Lawyers commenting on Judge Jones’ decision pointed to the impact it would likely have on an antitrust suit brought by U.S. merchants against Visa and MasterCard. Parties in the suit, commonly referred to as the Wal-Mart case, for its lead plaintiff, are waiting for a decision the suit’s class certification — potentially of 4 million plaintiffs — from the U.S. Second Circuit Court of Appeals in New York, which heard arguments in February.

While the merchants do not concentrate on the same governance and exclusionary policies of the associations that the Justice Department did, certain findings of fact in the government’s case are crucial to the Wal-Mart case, and could open the door for more antitrust litigation.

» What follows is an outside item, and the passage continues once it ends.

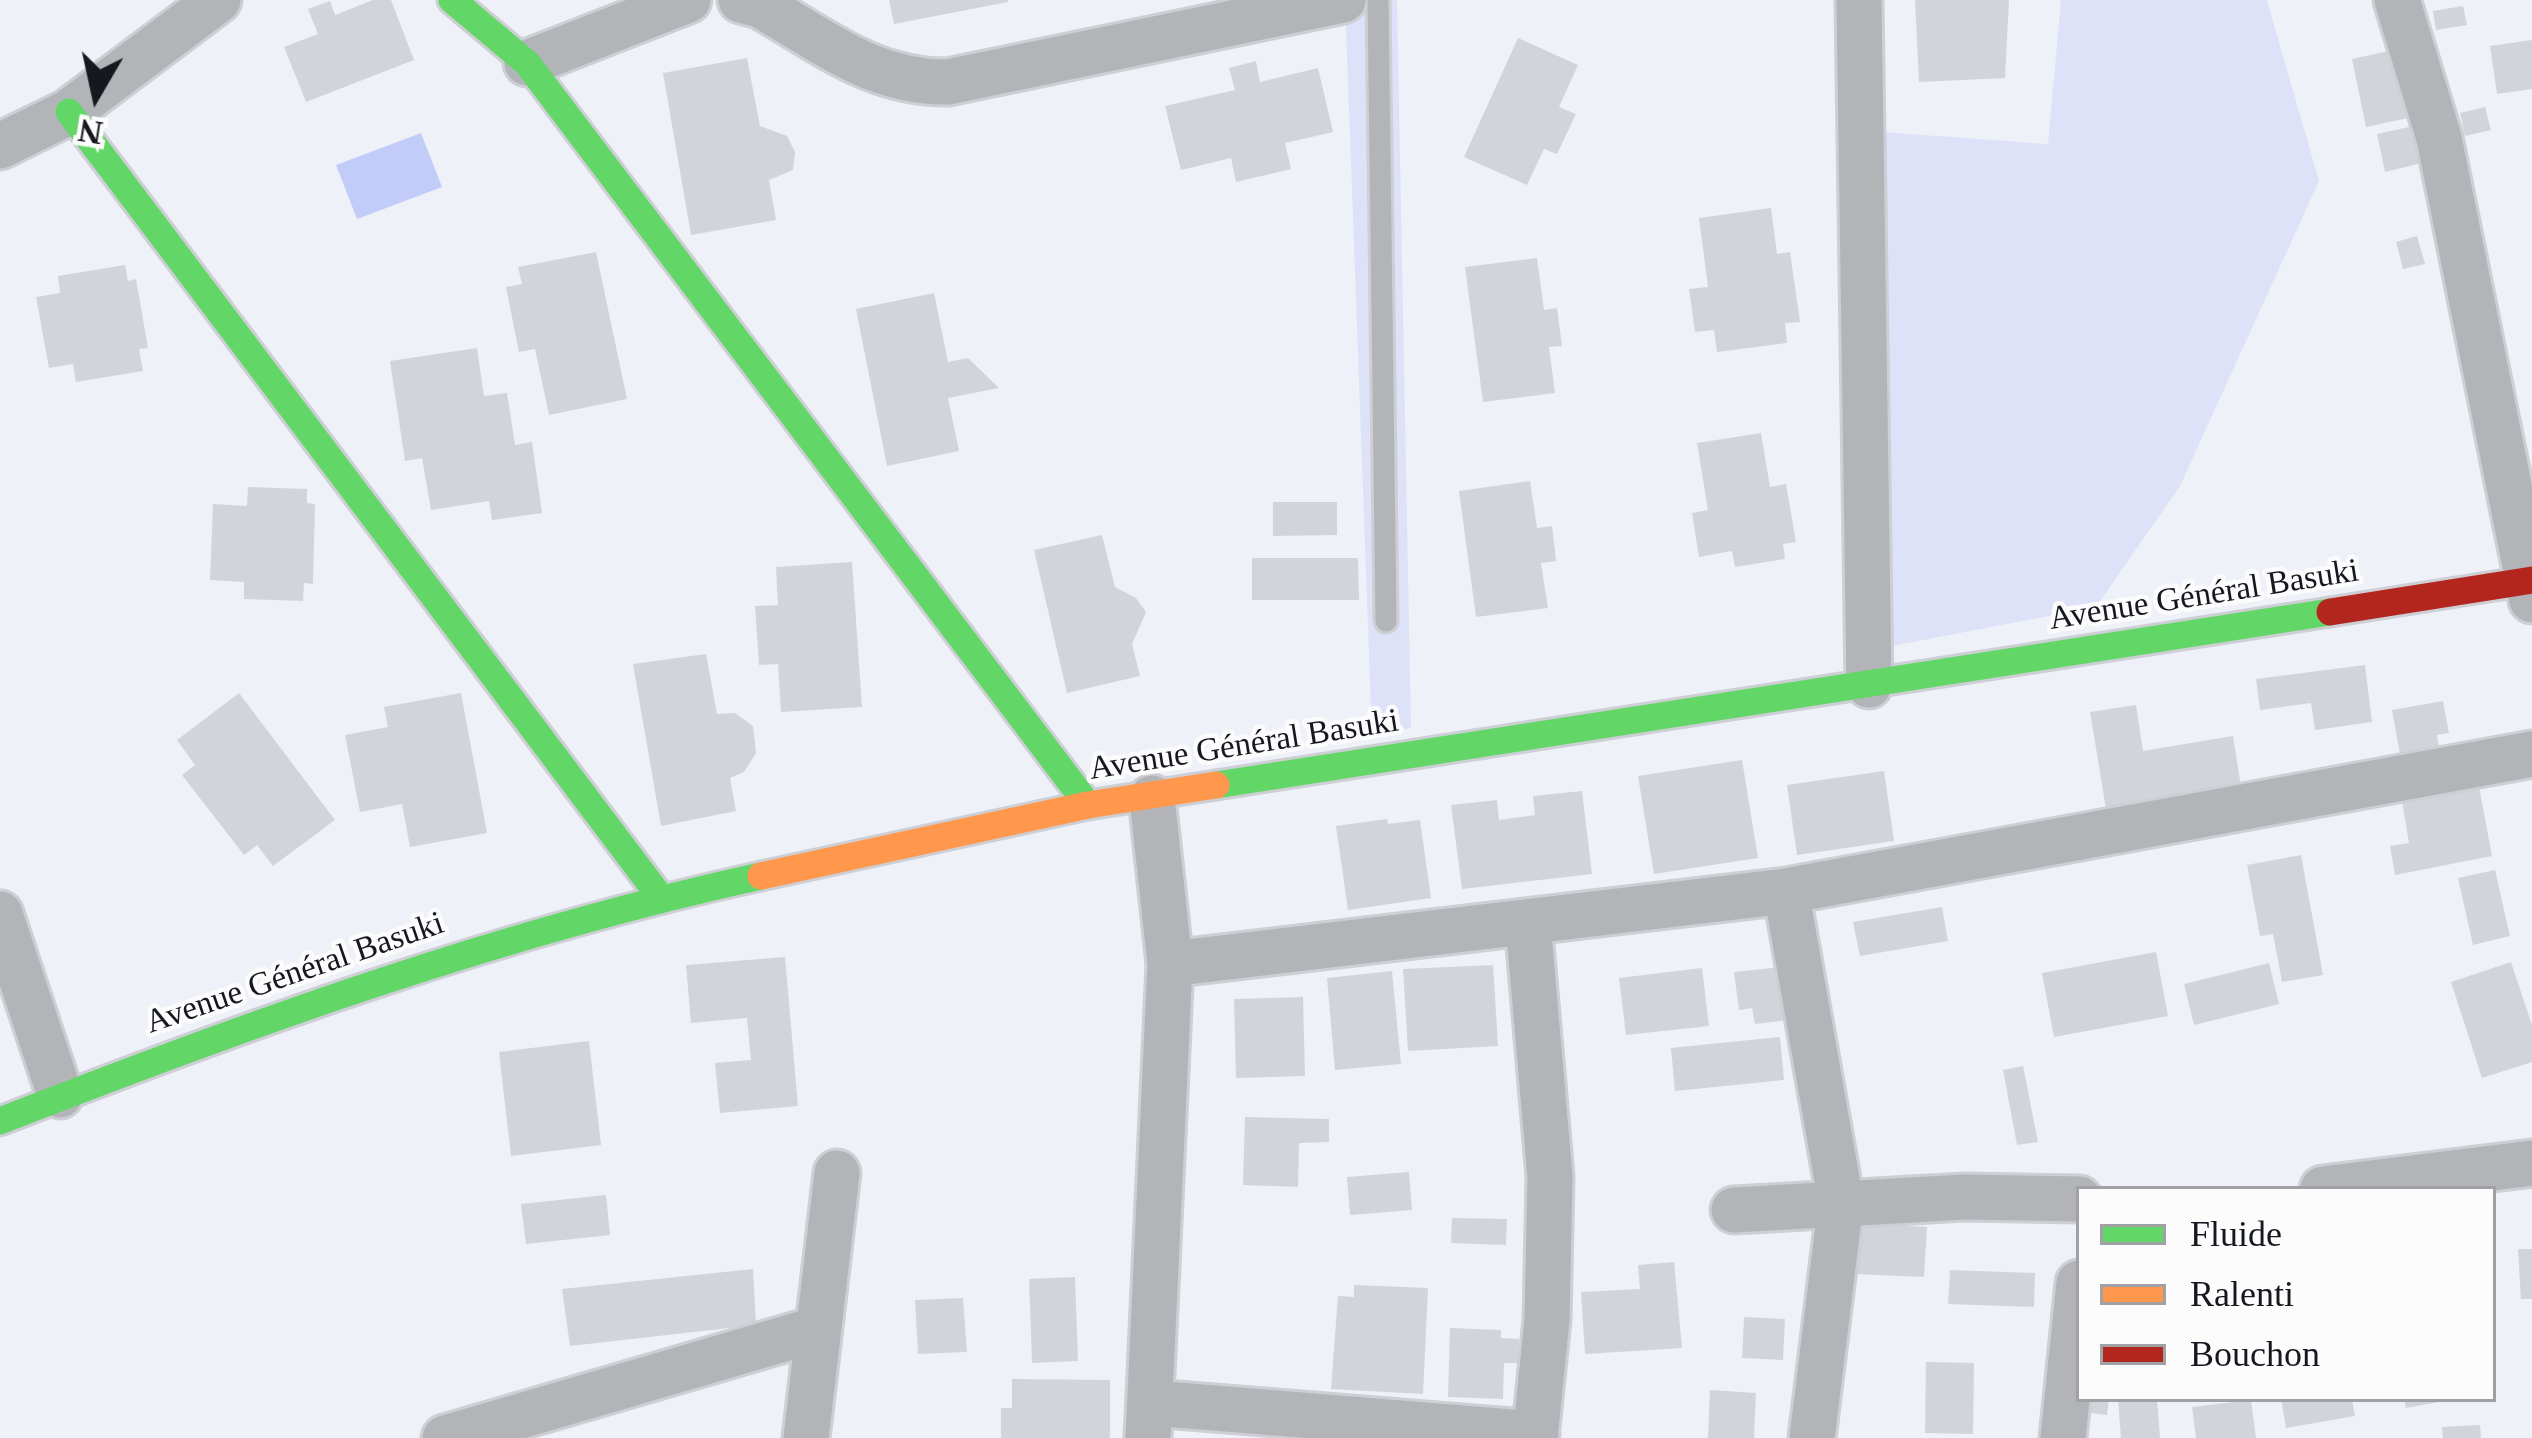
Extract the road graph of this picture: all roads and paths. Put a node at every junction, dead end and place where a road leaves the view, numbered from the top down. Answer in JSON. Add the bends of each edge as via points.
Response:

Lloyd Constantine, the lead attorney for merchants in the Wal-Mart suit, said that six findings made by Judge Jones hit “exactly the same issues” as are raised in his case. In addition to the determination of market power, they including findings that debit cards are separate products from credit cards, and that interchange fees (per transaction fees set by the associations) are imposed on merchants.

Interchange fees could be the basis for determining damages in the Wal-Mart case. The retailers charge that the associations violated antitrust law by tying together two separate products, debit cards and credit cards.

The associations’ “honor all cards” rules compel merchants to accept all card payments against their own interest, the suit claims. In particular, the merchants complain that interchange fees tied to signature-based debit cards are unfairly high. The retailers want the card giants to allow them to stop accepting signature-based debit cards, and to pay them damages based on what they have already paid in fees.

In her opinion, Judge Jones stated that debit cards and credit cards are indeed separate products. As for interchange fees, she pointed to the predicament of large retailers such as Target and Saks Fifth Avenue.

Under judicial rules, the presiding court in the Wal-Mart case, Judge John Gleeson of U.S. District Court for the Eastern District of New York, will have to give serious consideration to Judge Jones’ opinion, since the cases share many of the same witnesses, evidence, and issues.

“This was the playoff round,” said David Balto, a partner in the Washington offices of White & Case and the former policy director of the Federal Trade Commission. “The World Series is the Wal-Mart case. Why? Because in Wal-Mart, there’s money involved.”